HIV is the leading risk factor for the development of tuberculosis disease. At the same time, tuberculosis is the leading cause of death among people living with HIV. In a country like Uganda where the TB burden is so huge (the community has with TB germs in the air) and HIV/AIDS that is depressing the immunity of persons with HIV, then chances of picking TB are high. Dr Anna Nakanwagi Mukwaya, the Chief of Party in Uganda for the International Union against Tuberculosis and Lung Disease (The Union) said to Citizen News Service - CNS: "In countries where TB and HIV services are under the same roof things are much better. For example in Zimbabwe these services are given under the same roof. Patients are not referred. If you go to Benin, it is the same thing. In Uganda, because our services have been structured separately, it takes time. When it comes to health workers, very few in HIV know how to give TB care and in TB it is the same situation. Uganda needs to get resources and ensure that all health workers in HIV care know how to diagnose TB, treat it and follow up the patient. It should be the same thing on the TB side. Traditionally, the training has been separate. Joint planning by the national TB and AIDS control programmes is also still weak." No doubt Uganda should implement TB-HIV collaborative activities optimally.

With most bilateral donors halting aid just recently due to corruption, it remains to be seen how an already struggling health system will cope. However, all hope is not lost. The US President's Emergency Plan for AIDS Relief (PEPFAR), the biggest funder to Uganda's AIDS response, recently released its blueprint showing how Uganda could turn the tide against HIV.

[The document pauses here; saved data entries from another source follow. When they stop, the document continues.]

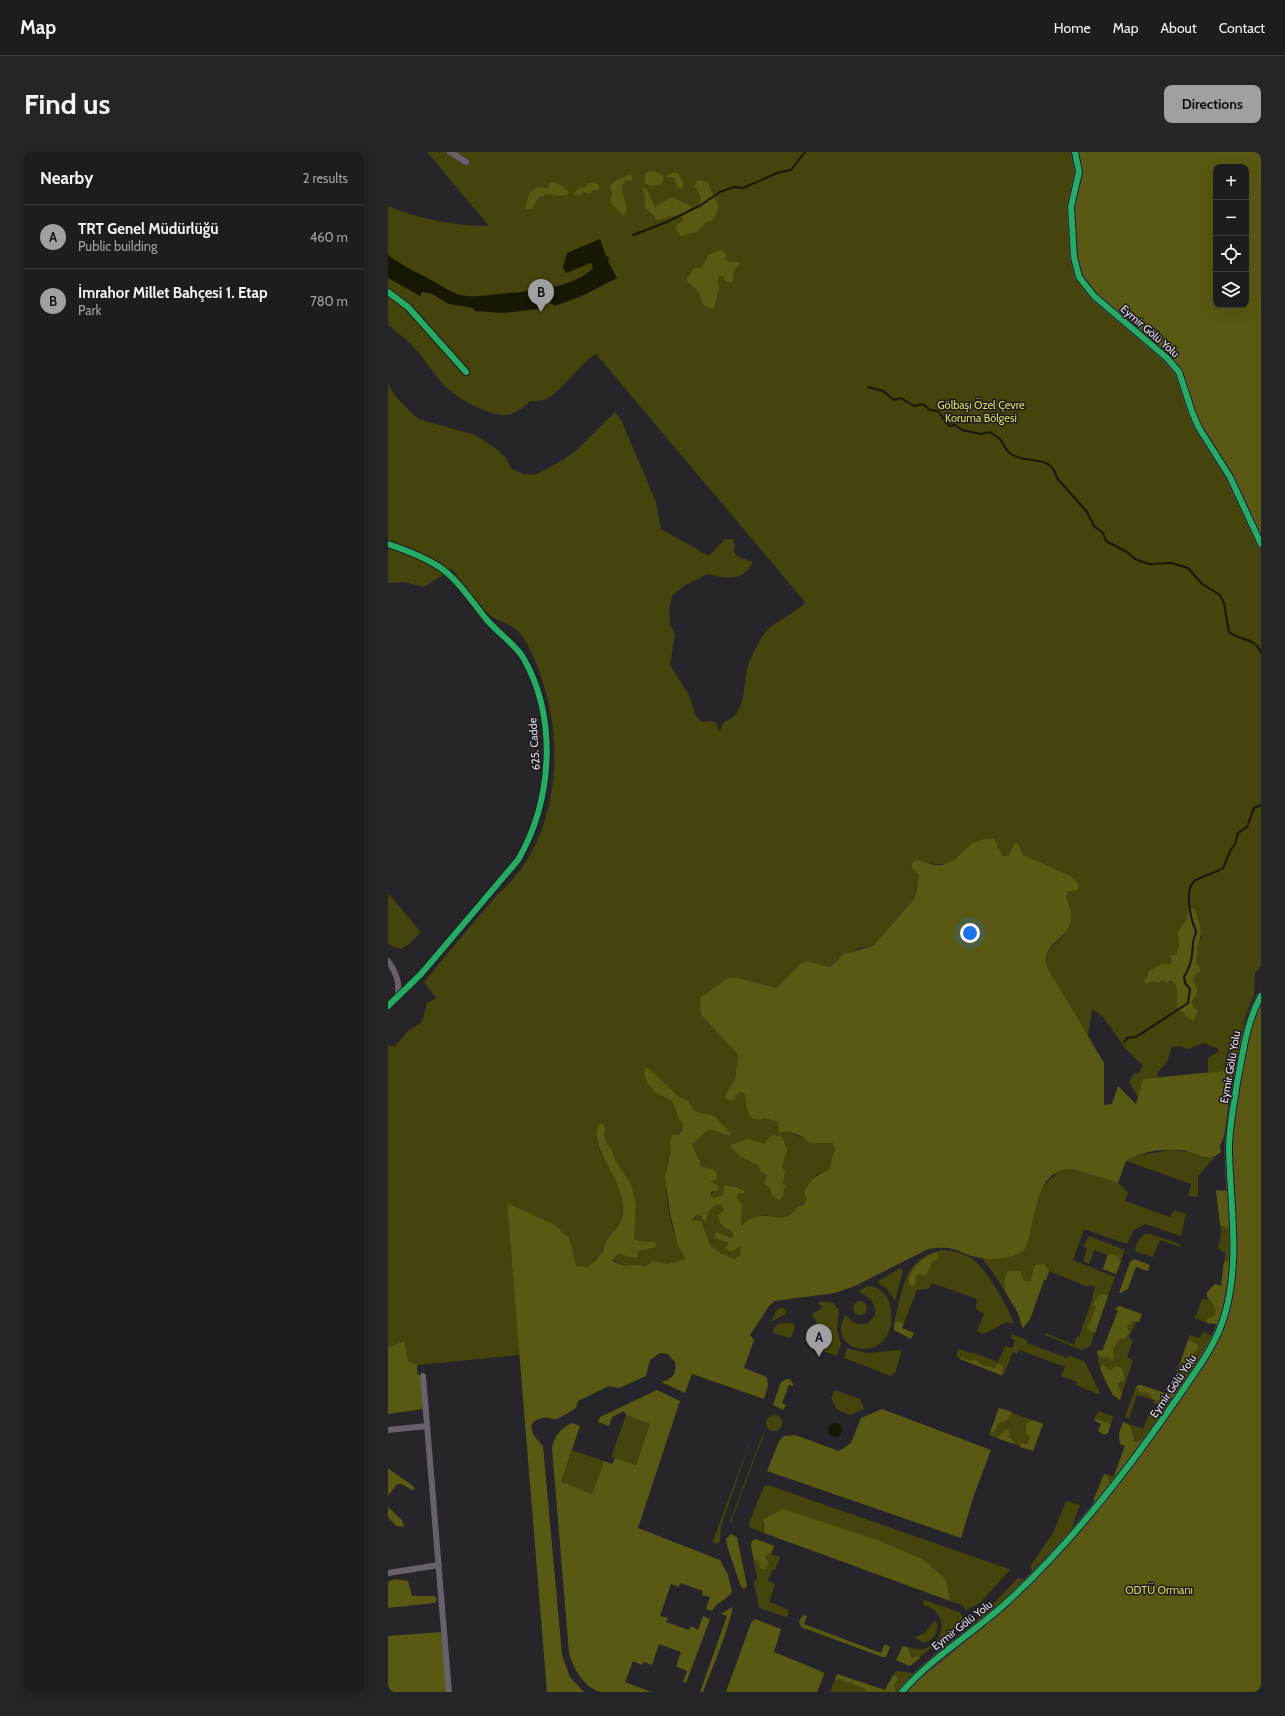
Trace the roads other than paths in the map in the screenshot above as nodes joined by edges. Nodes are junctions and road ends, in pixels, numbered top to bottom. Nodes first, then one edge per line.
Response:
1 (450, 152) edge
2 (1075, 152) edge
3 (466, 162) dead end
4 (388, 544) edge
5 (1261, 544) edge
6 (388, 961) edge
7 (1261, 996) edge
8 (397, 998) junction
9 (388, 1006) edge
10 (424, 1376) dead end
11 (428, 1426) junction
12 (388, 1430) edge
13 (438, 1565) junction
14 (388, 1573) edge
15 (449, 1692) edge
16 (902, 1692) edge

1 - 3 street
2 - 5 street, Eymir Gölü Yolu
4 - 8 street, 625. Cadde
6 - 8 street
7 - 16 street, Eymir Gölü Yolu
8 - 9 street, 625. Cadde
10 - 11 street
11 - 12 street
11 - 13 street
13 - 14 street
13 - 15 street

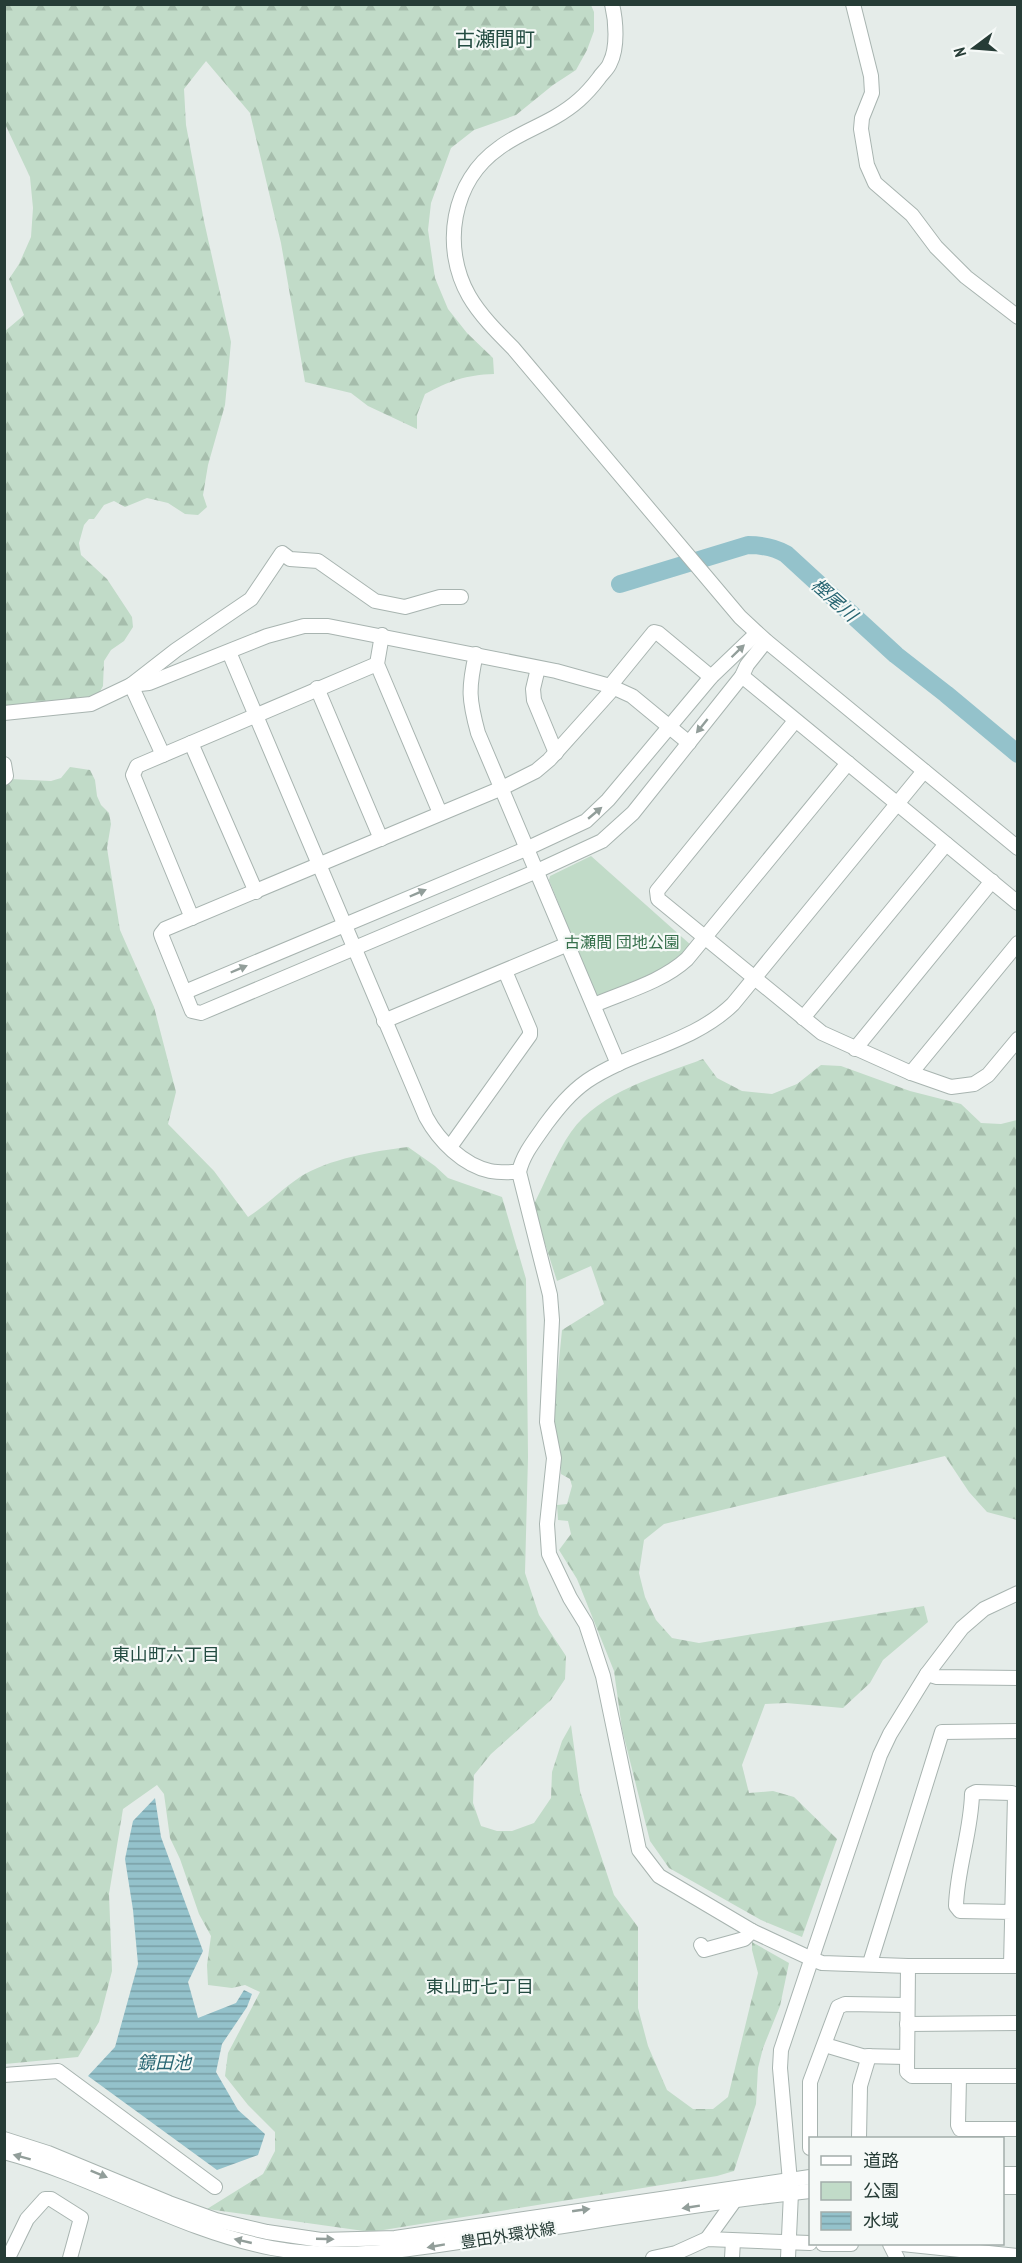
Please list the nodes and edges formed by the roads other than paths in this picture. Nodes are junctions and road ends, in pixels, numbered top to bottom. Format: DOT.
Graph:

This trend notwithstanding, according to the PEPFAR blueprint, "analysis indicates that more rapid national scale-up of combination prevention interventions, including ART, can reverse the course of Uganda's epidemic. Under an accelerated combination prevention approach, Uganda could achieve 80 percent ART coverage for individuals with CD4 counts below 350 cells/mm3, while continuing the current pace of scale-up for condoms and HIV testing and counseling."

The authors of the blueprint argue that if the 80 percent circumcision coverage is achieved success registered, this together with the recently started option B+ which offers ARVs to pregnant women as soon as they test positive, high numbers of new infections will be averted.

None-the-less, with the PEPFAR blueprint espousing the use of new scientific advances in addition to existing behavioral strategies, while influential leadership over emphasizing the latter and as stated earlier with sometimes the president publically downplaying new prevention technologies, Uganda appears to be at crossroads once again.